[DATASET RECORDS]
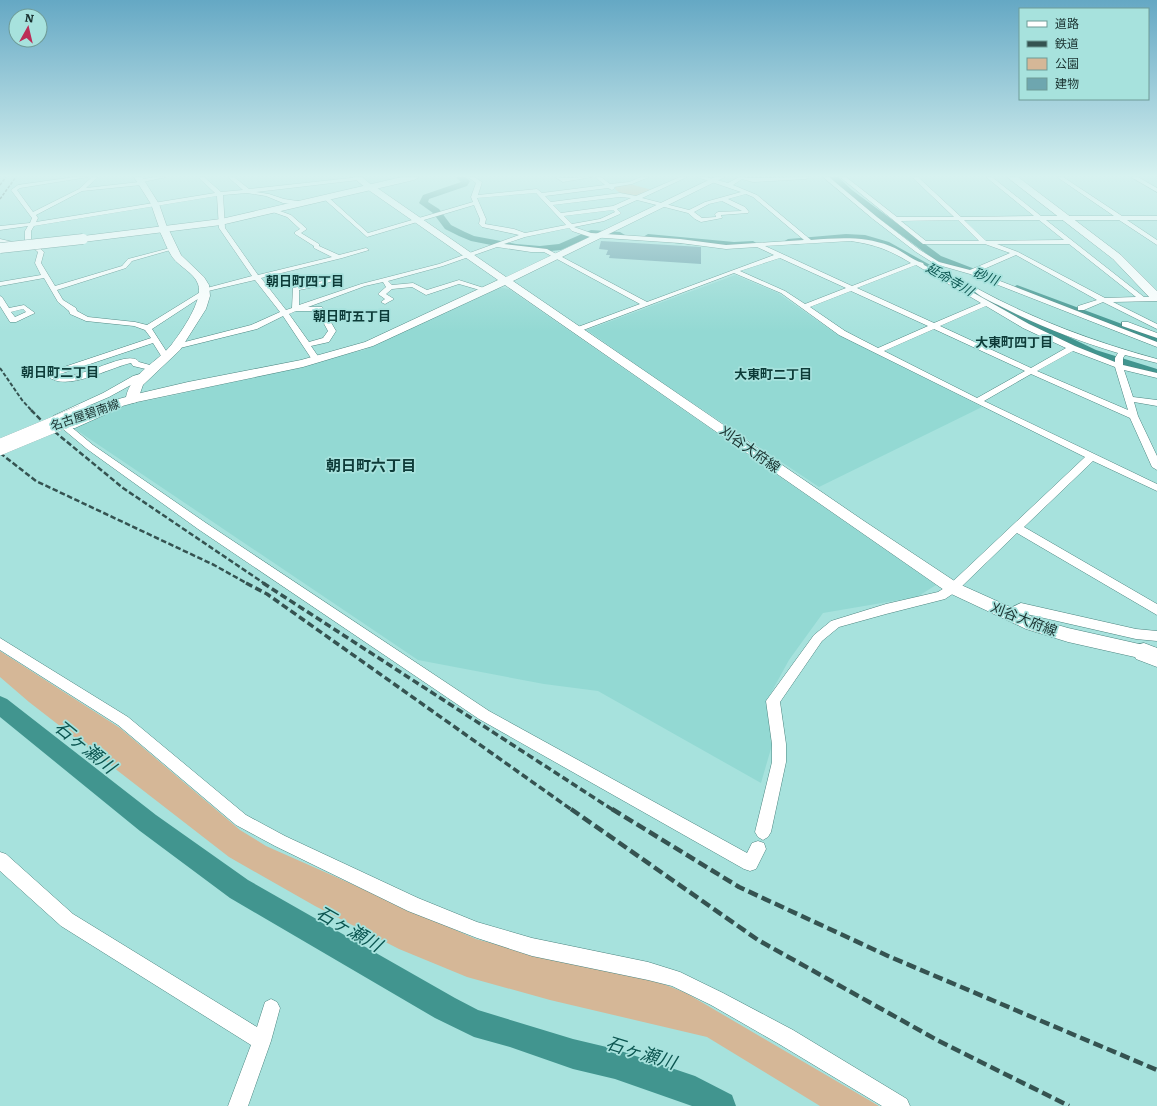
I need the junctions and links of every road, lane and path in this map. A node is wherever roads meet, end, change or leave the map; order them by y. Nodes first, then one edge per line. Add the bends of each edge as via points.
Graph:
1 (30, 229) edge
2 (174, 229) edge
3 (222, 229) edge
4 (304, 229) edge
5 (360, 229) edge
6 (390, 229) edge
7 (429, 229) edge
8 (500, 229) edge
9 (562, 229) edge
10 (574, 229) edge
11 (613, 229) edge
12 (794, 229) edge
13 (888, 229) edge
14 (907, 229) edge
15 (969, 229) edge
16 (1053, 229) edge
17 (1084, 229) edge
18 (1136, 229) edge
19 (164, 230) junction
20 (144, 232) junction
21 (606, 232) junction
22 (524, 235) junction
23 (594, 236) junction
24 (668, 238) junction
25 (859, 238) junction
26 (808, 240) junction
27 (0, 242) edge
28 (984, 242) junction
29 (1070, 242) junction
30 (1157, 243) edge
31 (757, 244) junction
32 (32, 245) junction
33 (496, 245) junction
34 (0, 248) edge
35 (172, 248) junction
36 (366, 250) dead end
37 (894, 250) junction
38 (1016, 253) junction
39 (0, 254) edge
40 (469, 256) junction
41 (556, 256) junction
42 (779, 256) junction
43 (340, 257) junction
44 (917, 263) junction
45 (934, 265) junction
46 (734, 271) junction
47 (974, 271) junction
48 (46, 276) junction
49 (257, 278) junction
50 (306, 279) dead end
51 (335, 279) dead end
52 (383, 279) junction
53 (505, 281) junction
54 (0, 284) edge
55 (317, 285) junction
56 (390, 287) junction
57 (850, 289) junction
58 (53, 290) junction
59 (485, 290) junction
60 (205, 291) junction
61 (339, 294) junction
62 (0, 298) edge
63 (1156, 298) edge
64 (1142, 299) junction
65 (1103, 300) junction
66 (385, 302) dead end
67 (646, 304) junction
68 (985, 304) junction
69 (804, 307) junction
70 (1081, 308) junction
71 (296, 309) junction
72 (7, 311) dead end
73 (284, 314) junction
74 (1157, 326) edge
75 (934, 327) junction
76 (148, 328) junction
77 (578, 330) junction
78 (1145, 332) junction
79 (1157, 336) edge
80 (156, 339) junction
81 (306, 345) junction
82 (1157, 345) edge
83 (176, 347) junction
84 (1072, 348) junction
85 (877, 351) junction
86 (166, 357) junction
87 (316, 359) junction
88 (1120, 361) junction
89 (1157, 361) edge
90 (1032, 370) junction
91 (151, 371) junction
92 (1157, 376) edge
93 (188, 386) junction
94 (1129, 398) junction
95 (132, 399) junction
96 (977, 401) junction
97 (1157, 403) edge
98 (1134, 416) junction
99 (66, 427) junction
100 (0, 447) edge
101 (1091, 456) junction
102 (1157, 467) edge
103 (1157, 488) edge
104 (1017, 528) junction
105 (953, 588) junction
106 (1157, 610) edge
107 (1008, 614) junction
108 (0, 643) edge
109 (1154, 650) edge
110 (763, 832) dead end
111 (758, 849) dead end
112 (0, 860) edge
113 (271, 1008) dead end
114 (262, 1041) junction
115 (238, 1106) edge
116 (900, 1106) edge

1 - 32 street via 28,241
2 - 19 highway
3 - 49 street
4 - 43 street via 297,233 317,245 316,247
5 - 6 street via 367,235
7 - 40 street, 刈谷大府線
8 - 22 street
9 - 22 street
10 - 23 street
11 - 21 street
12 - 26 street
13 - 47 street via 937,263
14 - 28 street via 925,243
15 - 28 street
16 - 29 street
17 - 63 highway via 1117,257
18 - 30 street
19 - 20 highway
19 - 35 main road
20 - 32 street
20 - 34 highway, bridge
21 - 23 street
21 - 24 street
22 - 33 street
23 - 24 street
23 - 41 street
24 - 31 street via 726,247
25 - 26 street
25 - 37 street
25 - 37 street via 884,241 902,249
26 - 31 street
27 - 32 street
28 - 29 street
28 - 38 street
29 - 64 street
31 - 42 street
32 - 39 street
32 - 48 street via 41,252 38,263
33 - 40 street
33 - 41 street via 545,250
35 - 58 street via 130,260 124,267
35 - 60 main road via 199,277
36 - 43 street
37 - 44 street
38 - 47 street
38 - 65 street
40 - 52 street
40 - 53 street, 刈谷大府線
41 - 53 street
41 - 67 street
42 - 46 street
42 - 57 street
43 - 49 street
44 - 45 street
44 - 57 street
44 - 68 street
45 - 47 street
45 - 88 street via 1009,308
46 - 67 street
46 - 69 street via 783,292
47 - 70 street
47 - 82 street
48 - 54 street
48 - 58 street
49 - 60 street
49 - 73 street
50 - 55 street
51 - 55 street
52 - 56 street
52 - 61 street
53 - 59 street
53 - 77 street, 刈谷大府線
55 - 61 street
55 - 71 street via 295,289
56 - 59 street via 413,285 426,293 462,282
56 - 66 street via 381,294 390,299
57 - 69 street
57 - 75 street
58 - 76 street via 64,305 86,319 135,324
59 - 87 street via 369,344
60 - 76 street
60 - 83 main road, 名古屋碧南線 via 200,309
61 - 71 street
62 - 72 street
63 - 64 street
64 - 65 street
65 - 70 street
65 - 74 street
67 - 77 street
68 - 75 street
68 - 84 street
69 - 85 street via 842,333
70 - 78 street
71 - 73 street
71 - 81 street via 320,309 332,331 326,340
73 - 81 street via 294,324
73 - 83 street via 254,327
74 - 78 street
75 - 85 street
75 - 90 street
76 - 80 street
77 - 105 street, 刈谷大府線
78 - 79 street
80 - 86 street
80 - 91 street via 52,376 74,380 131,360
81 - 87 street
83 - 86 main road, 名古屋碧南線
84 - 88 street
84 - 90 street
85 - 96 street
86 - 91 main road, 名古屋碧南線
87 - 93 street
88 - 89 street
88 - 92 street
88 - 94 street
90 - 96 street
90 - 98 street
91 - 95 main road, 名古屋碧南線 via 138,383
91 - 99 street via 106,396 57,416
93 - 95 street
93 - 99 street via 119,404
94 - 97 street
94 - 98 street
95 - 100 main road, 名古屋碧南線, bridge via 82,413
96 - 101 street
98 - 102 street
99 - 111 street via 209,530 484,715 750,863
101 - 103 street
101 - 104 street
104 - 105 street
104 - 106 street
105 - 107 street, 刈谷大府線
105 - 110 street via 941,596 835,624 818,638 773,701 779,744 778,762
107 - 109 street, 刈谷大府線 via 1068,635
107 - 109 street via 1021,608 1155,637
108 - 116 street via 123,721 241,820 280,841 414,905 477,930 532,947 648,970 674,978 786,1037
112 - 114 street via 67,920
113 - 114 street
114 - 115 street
[/DATASET RECORDS]
§ BRIEF: Please copy each line of the entries in which the word "名古屋碧南線" shows up.

§ ANSWER AREA:
60 - 83 main road, 名古屋碧南線 via 200,309
83 - 86 main road, 名古屋碧南線
86 - 91 main road, 名古屋碧南線
91 - 95 main road, 名古屋碧南線 via 138,383
95 - 100 main road, 名古屋碧南線, bridge via 82,413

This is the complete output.